The express web application communicates with the back end via API's to retrieve the content for the pages and the list of products etc. However, to make the product searches quicker we're currently using an in-memory database (lokijs) for all search to happen against, this works pretty well for us at the moment as the average product catalogue for each client is only around 80 items, we have a simple cron running within each clients web app to refresh the in-memory database with the latest product list via an API call.

Some of the downsides to this are since we're using PM2 to run each application in a 2 node cluster, the in-memory database has to be duplicated as you cannot share memory between the nodes, to ensure that in-memory databases stay in sync we use IPC's to pass messages to all processes within the cluster.

As we're bringing larger clients on-board with larger product catalogues we don't really want to be keeping duplicate in-memory databases for each child process.

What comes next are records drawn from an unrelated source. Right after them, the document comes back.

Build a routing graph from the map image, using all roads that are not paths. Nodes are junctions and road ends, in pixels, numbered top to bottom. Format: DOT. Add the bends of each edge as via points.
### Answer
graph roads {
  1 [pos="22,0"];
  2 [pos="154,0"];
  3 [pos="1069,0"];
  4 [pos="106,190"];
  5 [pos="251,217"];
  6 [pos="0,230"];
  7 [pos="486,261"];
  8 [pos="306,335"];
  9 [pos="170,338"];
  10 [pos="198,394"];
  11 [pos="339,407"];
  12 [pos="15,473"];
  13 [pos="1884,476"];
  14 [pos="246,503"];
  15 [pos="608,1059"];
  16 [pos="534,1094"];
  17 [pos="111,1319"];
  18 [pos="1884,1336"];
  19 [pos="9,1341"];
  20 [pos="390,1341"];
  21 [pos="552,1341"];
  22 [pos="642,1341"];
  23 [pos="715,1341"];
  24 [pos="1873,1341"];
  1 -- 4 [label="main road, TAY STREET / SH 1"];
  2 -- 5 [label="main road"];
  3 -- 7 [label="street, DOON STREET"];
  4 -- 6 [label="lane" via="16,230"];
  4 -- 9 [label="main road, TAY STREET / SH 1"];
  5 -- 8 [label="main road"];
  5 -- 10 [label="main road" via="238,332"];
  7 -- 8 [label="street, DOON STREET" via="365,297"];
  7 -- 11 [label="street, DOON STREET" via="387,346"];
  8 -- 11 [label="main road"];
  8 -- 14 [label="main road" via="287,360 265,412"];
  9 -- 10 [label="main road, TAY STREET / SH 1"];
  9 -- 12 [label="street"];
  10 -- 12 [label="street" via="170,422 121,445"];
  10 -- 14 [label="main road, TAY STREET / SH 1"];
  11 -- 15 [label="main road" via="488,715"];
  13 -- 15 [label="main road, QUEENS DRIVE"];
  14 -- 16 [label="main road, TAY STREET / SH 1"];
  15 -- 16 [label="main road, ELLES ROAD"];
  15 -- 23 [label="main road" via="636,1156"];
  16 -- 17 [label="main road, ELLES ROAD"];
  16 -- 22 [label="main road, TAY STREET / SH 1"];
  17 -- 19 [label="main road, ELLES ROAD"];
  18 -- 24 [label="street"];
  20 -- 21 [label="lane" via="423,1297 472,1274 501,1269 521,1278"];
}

The way our offering works is although the product catalogues aren't large per client, the search volume is quite large, so a client with 80 items may still get 1000's of searches a day.

I had a couple of options in mind, however unsure what would be the best:

Option 1 - Single global elasticsearch cluster

I have spoken to and thought about using elasticsearch and then point every single client web application to a single global elasticsearch cluster to perform product searches against, this way we can use events to keep the elasticsearch database up to date in real time.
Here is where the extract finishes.